> **Your objective**
Search the records below for the string "from", and report each line that contains it.

[Stored items]
<<<<
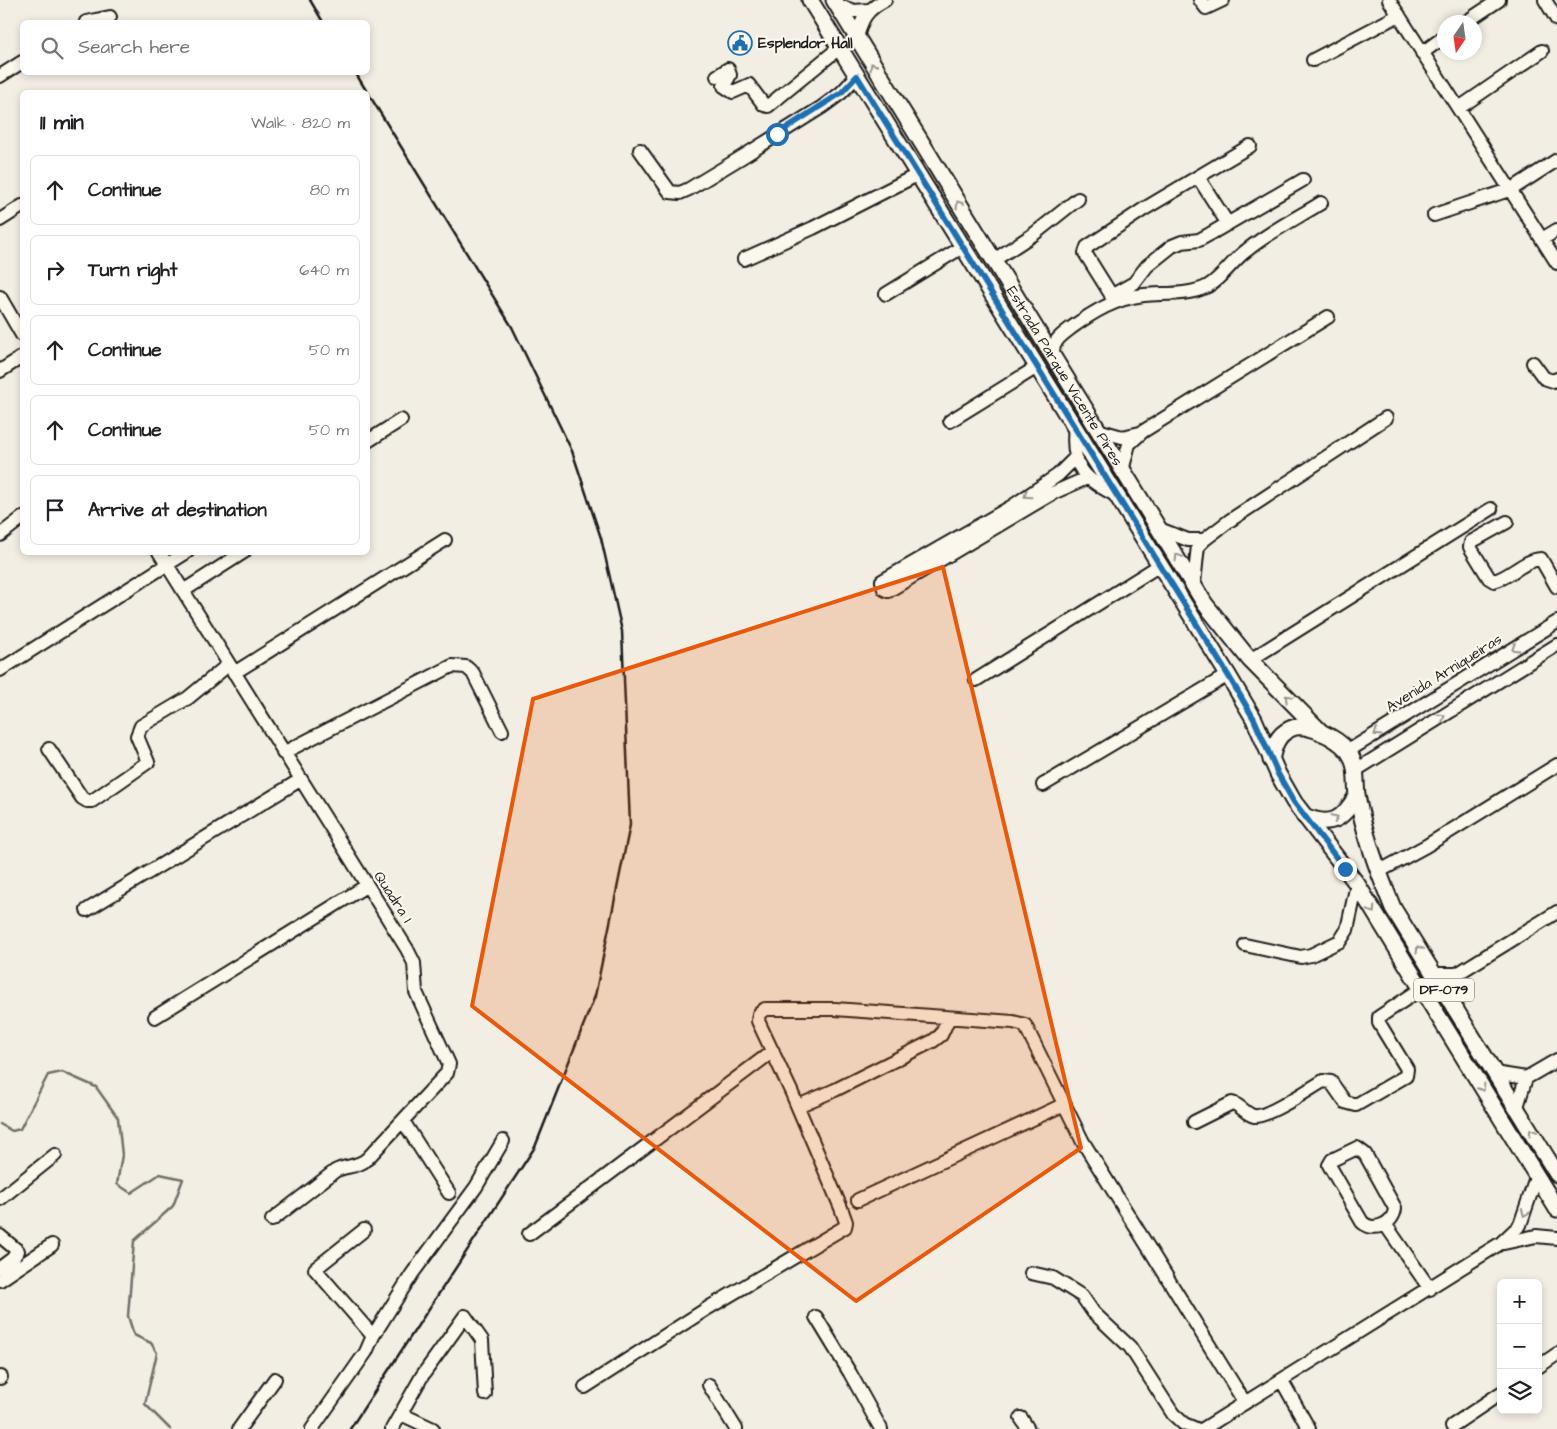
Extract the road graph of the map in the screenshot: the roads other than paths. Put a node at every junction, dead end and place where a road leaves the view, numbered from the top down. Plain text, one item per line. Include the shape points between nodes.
1 (810, 0) edge
2 (885, 0) edge
3 (1200, 0) edge
4 (1389, 0) edge
5 (1499, 0) edge
6 (1544, 0) edge
7 (835, 2) edge
8 (1217, 4) edge
9 (868, 10) junction
10 (1399, 15) junction
11 (1476, 15) edge
12 (110, 16) dead end
13 (94, 20) edge
14 (1557, 20) edge
15 (857, 40) junction
16 (1437, 42) edge
17 (839, 48) junction
18 (1542, 51) dead end
19 (1422, 53) junction
20 (1313, 60) dead end
21 (20, 63) edge
22 (0, 76) edge
23 (716, 76) dead end
24 (857, 76) junction
25 (1459, 108) junction
26 (1250, 146) dead end
27 (640, 150) dead end
28 (1557, 160) edge
29 (919, 174) junction
30 (1198, 177) junction
31 (1303, 180) dead end
32 (1512, 189) junction
33 (1078, 199) dead end
34 (1321, 203) dead end
35 (20, 207) edge
36 (1434, 215) dead end
37 (0, 220) edge
38 (1228, 224) junction
39 (972, 226) junction
40 (1557, 230) edge
41 (1542, 239) junction
42 (984, 245) junction
43 (963, 246) junction
44 (744, 259) dead end
45 (994, 260) junction
46 (1557, 263) edge
47 (886, 294) dead end
48 (0, 297) edge
49 (1113, 299) junction
50 (1328, 317) dead end
51 (1037, 331) junction
52 (20, 332) edge
53 (1064, 333) junction
54 (1054, 354) junction
55 (20, 358) edge
56 (1533, 363) dead end
57 (1037, 366) junction
58 (0, 371) edge
59 (1557, 379) edge
60 (1386, 418) dead end
61 (401, 420) dead end
62 (950, 421) dead end
63 (1075, 427) junction
64 (1101, 431) junction
65 (1142, 432) junction
66 (370, 440) edge
67 (1075, 458) junction
68 (1123, 467) junction
69 (1086, 478) junction
70 (1049, 488) junction
71 (1119, 497) junction
72 (1490, 509) dead end
73 (20, 520) edge
74 (1507, 522) dead end
75 (1162, 530) junction
76 (0, 535) edge
77 (445, 540) dead end
78 (1204, 540) junction
79 (960, 543) junction
80 (161, 555) edge
81 (182, 555) edge
82 (239, 555) edge
83 (167, 565) junction
84 (1160, 566) junction
85 (1194, 584) junction
86 (1557, 587) edge
87 (183, 591) junction
88 (1557, 622) edge
89 (1557, 645) edge
90 (1250, 660) junction
91 (231, 669) junction
92 (0, 670) edge
93 (1228, 675) junction
94 (976, 680) dead end
95 (502, 731) dead end
96 (1322, 733) junction
97 (49, 749) dead end
98 (1348, 751) junction
99 (283, 753) junction
100 (1271, 760) junction
101 (1557, 765) edge
102 (1356, 770) junction
103 (300, 780) junction
104 (1043, 785) dead end
105 (1357, 795) junction
106 (1304, 816) junction
107 (1378, 872) junction
108 (1357, 884) junction
109 (366, 886) junction
110 (87, 910) dead end
111 (1557, 912) edge
112 (1245, 945) dead end
113 (1433, 974) junction
114 (1457, 974) junction
115 (1420, 988) junction
116 (1449, 996) junction
117 (155, 1017) dead end
118 (949, 1018) junction
119 (773, 1051) junction
120 (1557, 1060) edge
121 (1494, 1073) junction
122 (1526, 1078) junction
123 (1065, 1104) junction
124 (798, 1106) junction
125 (1517, 1107) junction
126 (403, 1121) junction
127 (1194, 1122) dead end
128 (503, 1141) dead end
129 (55, 1155) dead end
130 (1557, 1174) edge
131 (1536, 1175) junction
132 (449, 1193) dead end
133 (0, 1199) edge
134 (858, 1200) dead end
135 (1557, 1209) edge
136 (272, 1220) dead end
137 (1385, 1224) junction
138 (364, 1230) dead end
139 (529, 1234) dead end
140 (0, 1236) edge
141 (1557, 1238) edge
142 (1501, 1243) junction
143 (52, 1244) dead end
144 (0, 1268) edge
145 (1031, 1273) dead end
146 (0, 1280) edge
147 (1430, 1289) junction
148 (816, 1317) dead end
149 (373, 1336) junction
150 (1557, 1354) edge
151 (1542, 1364) edge
152 (275, 1379) dead end
153 (1282, 1381) junction
154 (709, 1385) dead end
155 (585, 1387) dead end
156 (485, 1394) dead end
157 (1497, 1396) edge
158 (1245, 1403) junction
159 (401, 1414) junction
160 (1452, 1426) dead end
161 (239, 1429) edge
162 (312, 1429) edge
163 (392, 1429) edge
164 (433, 1429) edge
165 (736, 1429) edge
166 (881, 1429) edge
167 (1196, 1429) edge
168 (1203, 1429) edge
169 (1310, 1429) edge

1 - 17 main road, Estrada Parque Vicente Pires / DF-079
2 - 9 street
3 - 8 street via 1206,8
4 - 10 street
5 - 11 street
6 - 14 street
7 - 9 street via 854,11
7 - 15 main road, Estrada Parque Vicente Pires
9 - 15 street via 860,24
10 - 19 street
10 - 20 street
12 - 13 street
39 -> 15 main road, Estrada Parque Vicente Pires
16 - 19 street
17 - 23 street via 768,106 749,86 733,92 724,86 730,75 728,69
17 - 24 main road, Estrada Parque Vicente Pires / DF-079
18 - 25 street
19 - 25 street
21 - 22 street
24 - 27 street via 822,107 680,193 670,192
24 - 29 main road, Estrada Parque Vicente Pires / DF-079
25 - 32 street
26 - 30 street
28 - 32 street
29 - 43 main road, Estrada Parque Vicente Pires / DF-079
29 - 44 street
30 - 38 street
30 - 49 street via 1087,247 1085,253
31 - 38 street
32 - 36 street
32 - 41 street
33 - 45 street
34 - 49 street via 1247,250 1226,273 1206,287
35 - 37 street
38 - 49 street via 1199,240 1172,246
39 - 42 main road, Estrada Parque Vicente Pires
39 - 43 main road
40 - 41 street
41 - 46 street
42 - 43 main road
42 - 45 main road, Estrada Parque Vicente Pires
43 - 47 street
43 - 57 main road, Estrada Parque Vicente Pires / DF-079
45 - 51 main road, Estrada Parque Vicente Pires
48 - 52 street
49 - 53 street
50 - 65 street
51 - 53 street via 1051,336
51 - 54 main road, Estrada Parque Vicente Pires
53 - 54 street via 1053,345
54 - 64 main road, Estrada Parque Vicente Pires
55 - 58 street
56 - 59 street via 1544,378
57 - 62 street
57 - 63 main road, Estrada Parque Vicente Pires / DF-079
60 - 78 street
61 - 66 street
63 - 67 street
63 - 71 main road, Estrada Parque Vicente Pires / DF-079
64 - 65 street via 1122,437
64 - 68 main road, Estrada Parque Vicente Pires
65 - 68 street via 1129,444
67 - 69 street
67 - 70 street
68 - 75 main road, Estrada Parque Vicente Pires
69 - 70 street
69 - 71 street
70 - 79 street
71 - 84 main road, Estrada Parque Vicente Pires / DF-079
72 - 90 street
73 - 76 street
74 - 86 street via 1471,542 1470,547 1489,578 1501,580 1533,560 1541,559
75 - 78 street via 1188,540
85 -> 75 main road, Estrada Parque Vicente Pires
77 - 91 street
78 - 85 street via 1196,554
79 - 79 street via 882,581 884,589 888,591
80 - 83 street, Quadra 1
81 - 83 street
82 - 87 street
83 - 87 street, Quadra 1
83 - 92 street
84 - 93 main road, Estrada Parque Vicente Pires / DF-079
84 - 94 street
85 - 90 main road, Estrada Parque Vicente Pires via 1221,626
87 - 91 street, Quadra 1
88 -> 98 street, Avenida Arniqueiras
102 -> 89 street
96 -> 90 main road, Estrada Parque Vicente Pires
91 - 97 street via 139,729 137,736 148,760 92,801 82,798
91 - 99 street, Quadra 1
93 - 100 main road, Estrada Parque Vicente Pires / DF-079 via 1254,719
93 - 104 street
95 - 99 street via 473,673 466,667 452,666
96 - 98 main road
96 - 100 main road via 1310,727 1296,726 1287,730 1278,738
98 - 102 main road, DF-079
99 - 103 street, Quadra 1
100 - 106 main road, DF-079
101 - 107 street
102 - 105 main road, DF-079
103 - 109 street, Quadra 1
103 - 110 street
106 -> 105 main road via 1319,822 1338,818
105 - 107 main road, DF-079
106 - 108 main road, DF-079
113 -> 107 main road, DF-079 via 1393,908
108 - 112 street via 1347,930 1340,941 1301,957
108 -> 115 main road, DF-079
109 - 117 street
109 - 126 street, Quadra 1 via 412,957 416,992 449,1064 447,1073
111 - 114 street
113 - 114 street
113 - 116 main road, DF-079
114 - 116 street
115 - 127 street via 1379,1018 1407,1069 1406,1076 1356,1105 1345,1102 1331,1082 1323,1081 1260,1116 1248,1114 1232,1103
115 -> 131 main road, DF-079
116 - 121 main road, DF-079
118 - 119 street via 835,1009 765,1009 759,1014 758,1021
118 - 123 street via 1025,1025
118 - 124 street via 941,1036 933,1041
119 - 124 street
119 - 139 street
120 - 122 street
121 - 122 street
121 - 125 main road, DF-079
122 - 125 street
123 - 134 street
123 - 158 street via 1087,1148
124 - 155 street via 846,1226 708,1308
130 -> 125 main road, DF-079
126 - 132 street
126 - 136 street, Quadra 1 via 362,1164 340,1168
128 - 149 street via 476,1187 412,1274
129 - 133 street
131 - 135 main road, DF-079
131 -> 142 street via 1520,1224
137 - 137 street via 1371,1228 1362,1222 1331,1171 1329,1165 1332,1160 1357,1148 1364,1154 1395,1208 1393,1217
137 - 147 street
138 - 149 street via 314,1269
140 - 144 street via 18,1251
141 - 142 street via 1536,1236
142 - 147 street
143 - 146 street
145 - 167 street via 1053,1278 1082,1296 1093,1312 1130,1347 1173,1414
147 - 153 street
148 - 166 street
149 - 162 street via 366,1352
150 - 151 street
152 - 161 street
153 - 158 street
153 - 169 street
154 - 165 street
156 - 159 street via 482,1340 465,1316 422,1376
157 - 160 street
158 - 168 street
159 - 163 street
159 - 164 street

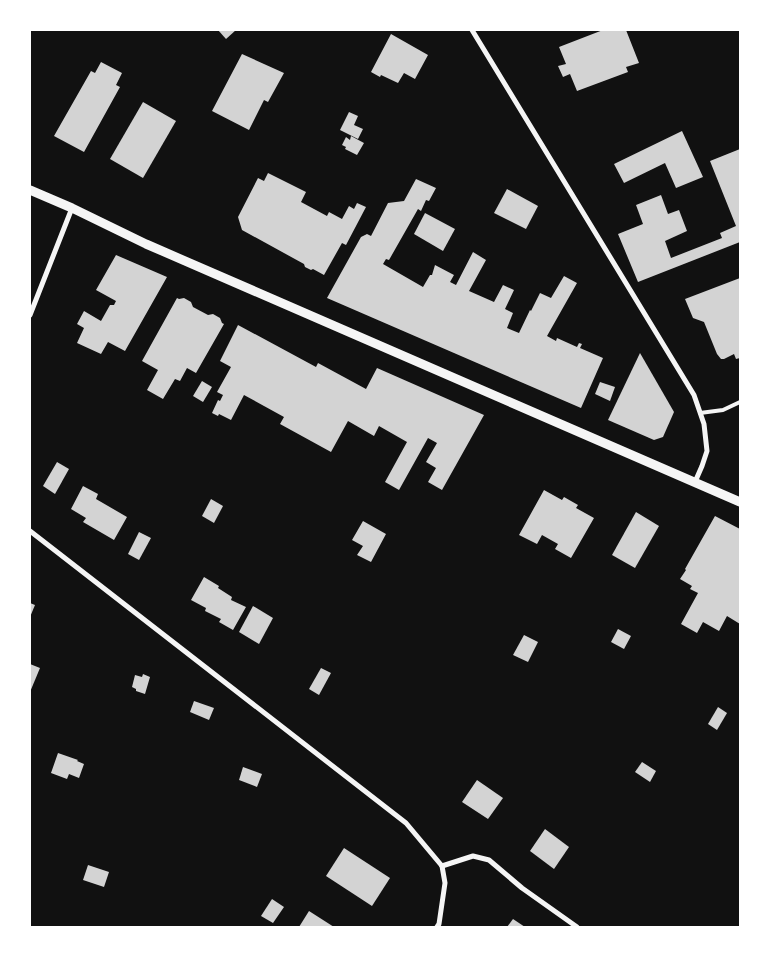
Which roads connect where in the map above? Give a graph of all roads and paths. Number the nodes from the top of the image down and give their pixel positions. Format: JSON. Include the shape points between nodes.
{"nodes":[{"id":1,"x":472,"y":30,"type":"edge"},
{"id":2,"x":30,"y":190,"type":"edge"},
{"id":3,"x":72,"y":208,"type":"junction"},
{"id":4,"x":30,"y":315,"type":"edge"},
{"id":5,"x":740,"y":402,"type":"edge"},
{"id":6,"x":700,"y":414,"type":"junction"},
{"id":7,"x":694,"y":482,"type":"junction"},
{"id":8,"x":740,"y":502,"type":"edge"},
{"id":9,"x":30,"y":530,"type":"edge"},
{"id":10,"x":442,"y":866,"type":"junction"},
{"id":11,"x":437,"y":927,"type":"edge"},
{"id":12,"x":577,"y":927,"type":"edge"}],
"edges":[{"from":1,"to":6,"type":"street","via":[[694,395]]},
{"from":2,"to":3,"type":"street"},
{"from":3,"to":4,"type":"street"},
{"from":3,"to":7,"type":"street","via":[[146,244]]},
{"from":5,"to":6,"type":"lane","via":[[723,410]]},
{"from":6,"to":7,"type":"street","via":[[707,451]]},
{"from":7,"to":8,"type":"street"},
{"from":9,"to":10,"type":"street","via":[[406,823]]},
{"from":10,"to":11,"type":"street","via":[[445,883]]},
{"from":10,"to":12,"type":"street","via":[[473,856],[489,860]]}]}
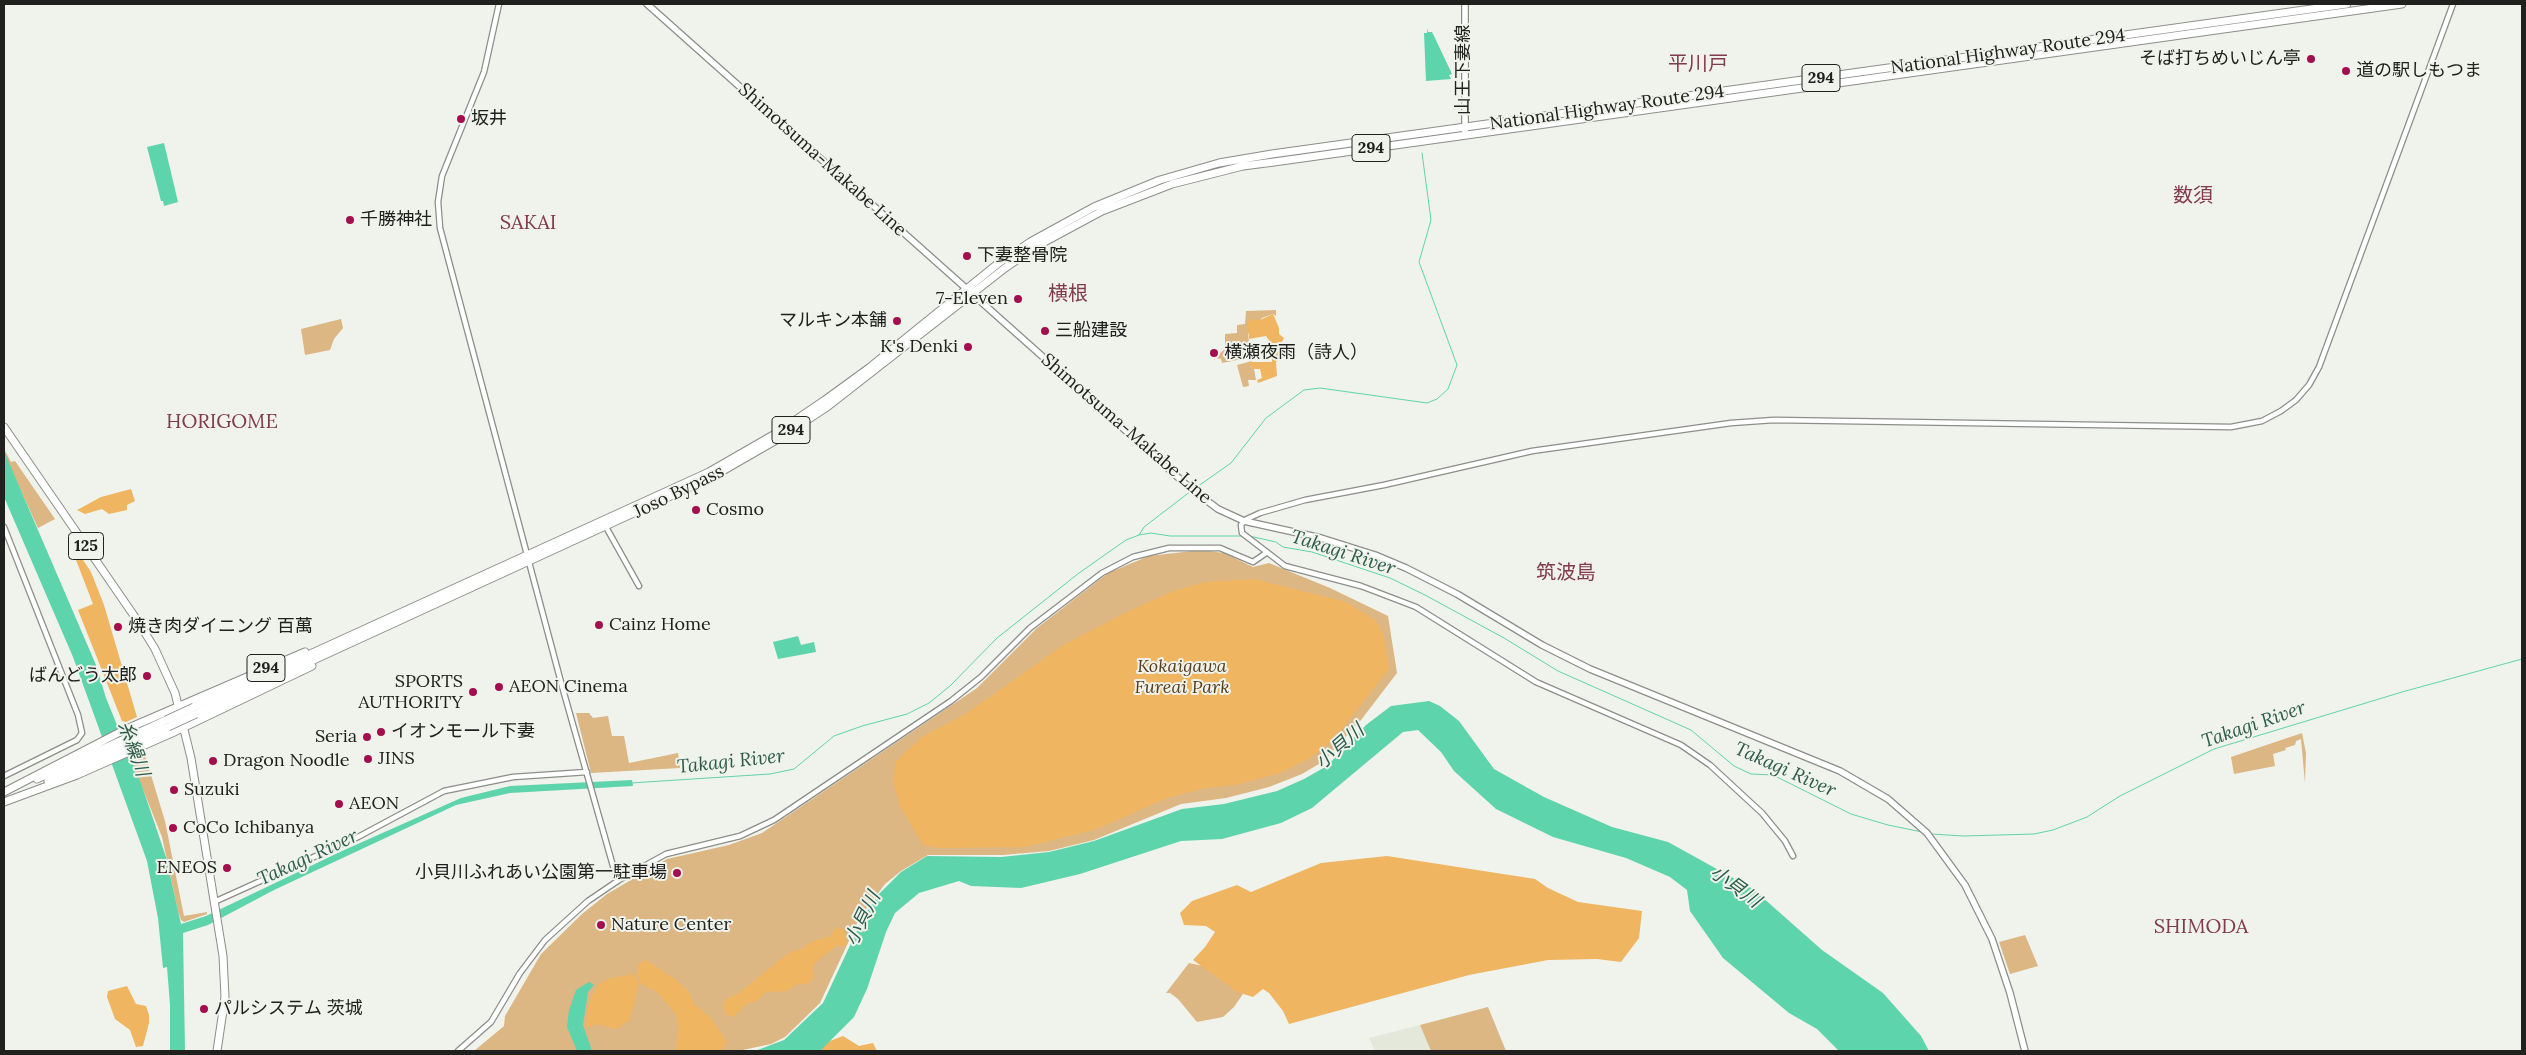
>>>>
> **The completed task**
Extract the road graph of the map in the screenshot: the roads other than paths. Put a node at every junction, dead end and place where a road leaves the view, numbered from the top down. Plain text, one item per line. Include the shape points between nodes.
Which roads connect where in the map above? Give a graph of all roads and paths. Number the nodes from the top of the image down and give their pixel positions. Format: JSON. Include the shape points between nodes.
"edges":[{"from":1,"to":6,"type":"street","via":[[694,395]]},
{"from":2,"to":3,"type":"street"},
{"from":3,"to":4,"type":"street"},
{"from":3,"to":7,"type":"street","via":[[146,244]]},
{"from":5,"to":6,"type":"lane","via":[[723,410]]},
{"from":6,"to":7,"type":"street","via":[[707,451]]},
{"from":7,"to":8,"type":"street"},
{"from":9,"to":10,"type":"street","via":[[406,823]]},
{"from":10,"to":11,"type":"street","via":[[445,883]]},
{"from":10,"to":12,"type":"street","via":[[473,856],[489,860]]}]}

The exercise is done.